Changing social care: an inclusive approach
Leadership for change and improvement: Establish a clear sense of purpose and ideology
- Be clear about where the organisation is now, where it needs to get to and why that is the right direction
- Understand how any proposed change fits with the purpose behind it.
- Plan how to communicate this purpose to the workforce.
…in all cases, the agreed sense of underlying purpose came first and mechanisms that enabled necessary changes…were subsequent
(Fauth and Mahdon 2007).
Willowbank is now an organisation that is controlled by people with disabilities and works with and for people with disabilities. Willowbank sees a person with a disability as someone with a ‘solution’, providing they are encouraged, enabled and empowered to articulate what they want and need to help overcome barriers.
(Willowbank)
Disability Wales adopted and embedded the social model of disability to become an organisation for disabled people.

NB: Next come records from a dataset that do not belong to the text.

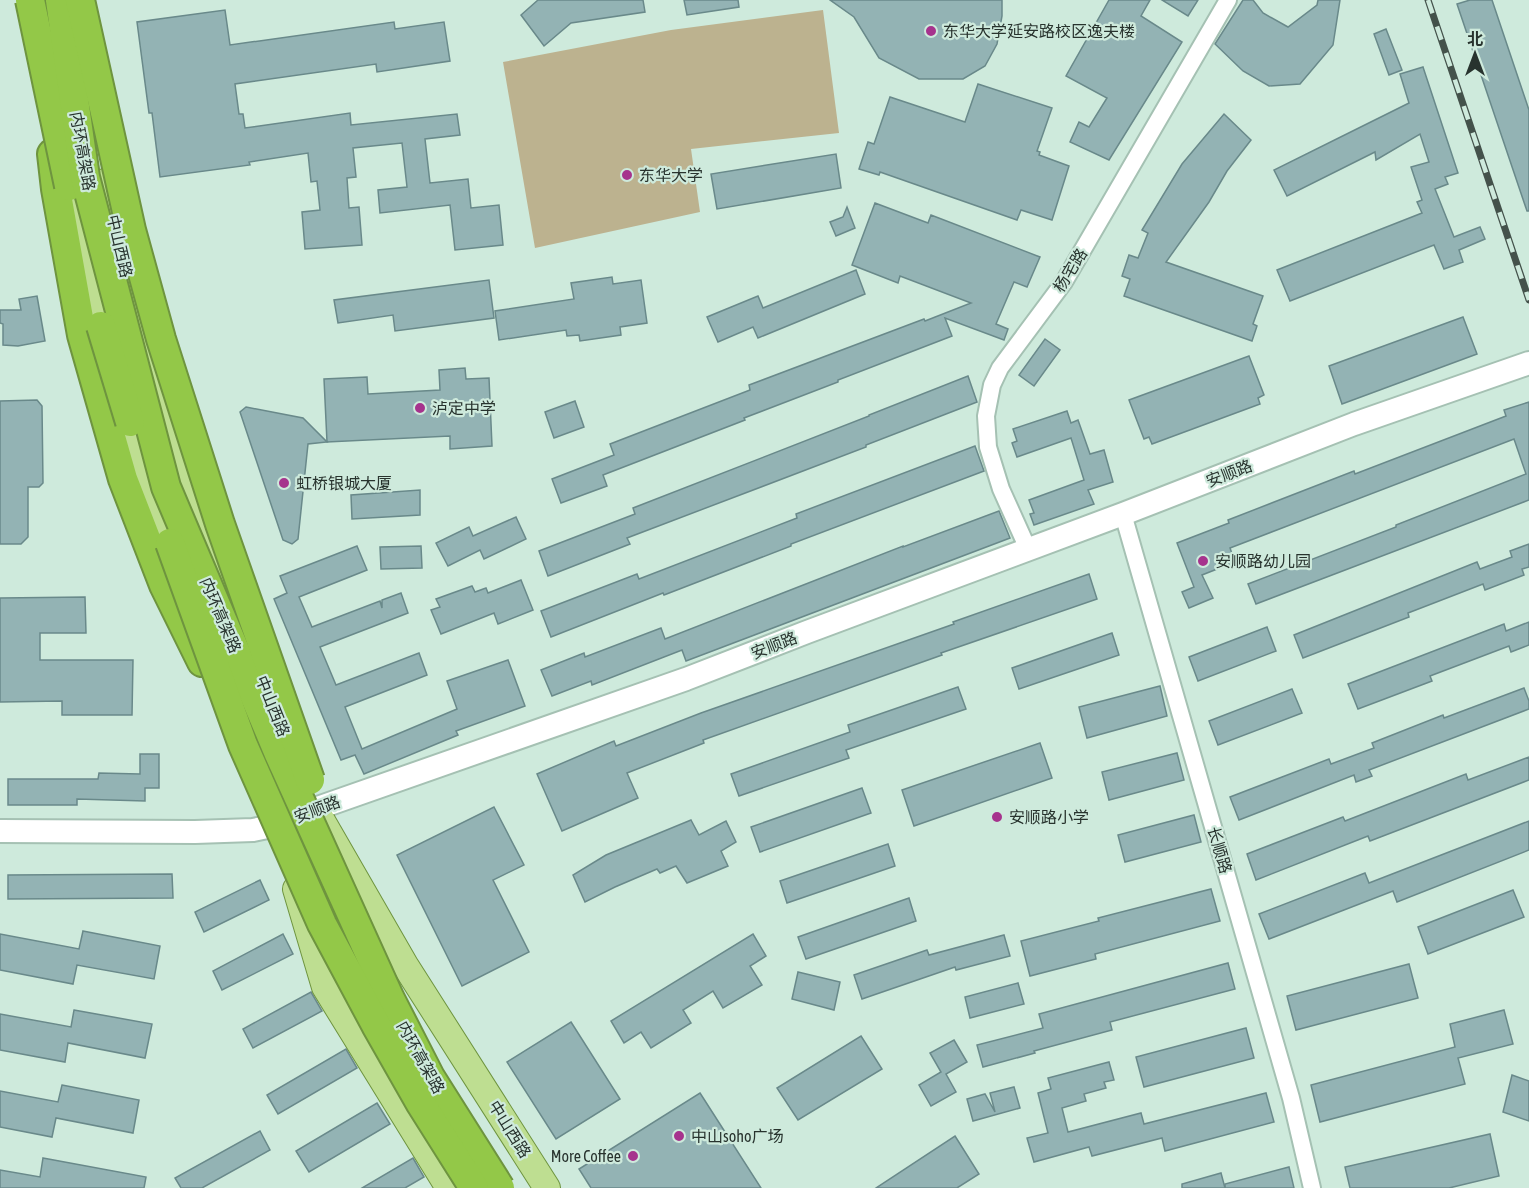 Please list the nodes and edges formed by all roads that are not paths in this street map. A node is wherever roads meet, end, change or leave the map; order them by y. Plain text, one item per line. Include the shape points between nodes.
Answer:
1 (30, 0) edge
2 (42, 0) edge
3 (60, 0) edge
4 (79, 0) edge
5 (1228, 0) edge
6 (69, 187) junction
7 (1529, 363) edge
8 (1123, 514) junction
9 (1028, 549) junction
10 (243, 745) junction
11 (315, 809) junction
12 (276, 825) junction
13 (0, 831) edge
14 (390, 999) junction
15 (449, 1188) edge
16 (474, 1188) edge
17 (500, 1188) edge
18 (547, 1188) edge
19 (1312, 1188) edge

1 - 6 highway, bridge
2 - 6 highway, 内环高架路, bridge
2 - 10 highway, bridge via 56,189 82,335 123,479 164,585
2 - 12 main road, 中山西路 via 114,366 180,579
3 - 14 highway, 内环高架路, bridge via 86,177 166,487 279,754
4 - 11 main road, 中山西路 via 118,244 140,328 190,490
4 - 14 highway, bridge via 131,230 161,339 289,722
5 - 9 street, 杨宅路 via 1064,282 1000,368 992,385 986,416 988,447 1001,489
6 - 10 highway, 内环高架路, bridge via 101,326 149,483
7 - 8 street, 安顺路 via 1354,424
8 - 9 street, 安顺路
8 - 19 street, 长顺路 via 1291,1098
9 - 11 street, 安顺路 via 675,683
10 - 16 highway, 内环高架路, bridge via 322,924 376,1026
11 - 12 street, 安顺路
11 - 18 main road, 中山西路 via 405,965
12 - 13 street, 安顺路 via 253,830 195,832
12 - 15 main road, 中山西路 via 325,987
14 - 17 highway, 内环高架路, bridge via 430,1077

Its aim was to achieve rights, equality and choice for disabled people and adopting the social model of disability allowed Disability Wales to express the values it aspired to – of empowering disabled people to become equal citizens. A representative of one of its member organisations stated, ‘If you have a non-disabled person standing at the front of a lecture hall trying to offer disability equality training, however well they do it, however good the outcomes apparently are, it maintains the myth that this isn’t something disabled people can do themselves.
(Disability Wales)
How we know this?
- Research shows that those in leadership positions need to take responsibility for making sense of the change, including establishing starting points, managing the change journey and communicating the guiding principles. This was the aspect most strongly associated with successful implementation of change or improvement (Higgs and Rowland 2005) and therefore requires particular attention.
- Team leaders and managers are responsible for bridging the gap between the vision at the top and the work at the front line (Tenkasi and Chesmore 2003), and therefore have a key role to play in making sense of the change and communicating plans to the workforce.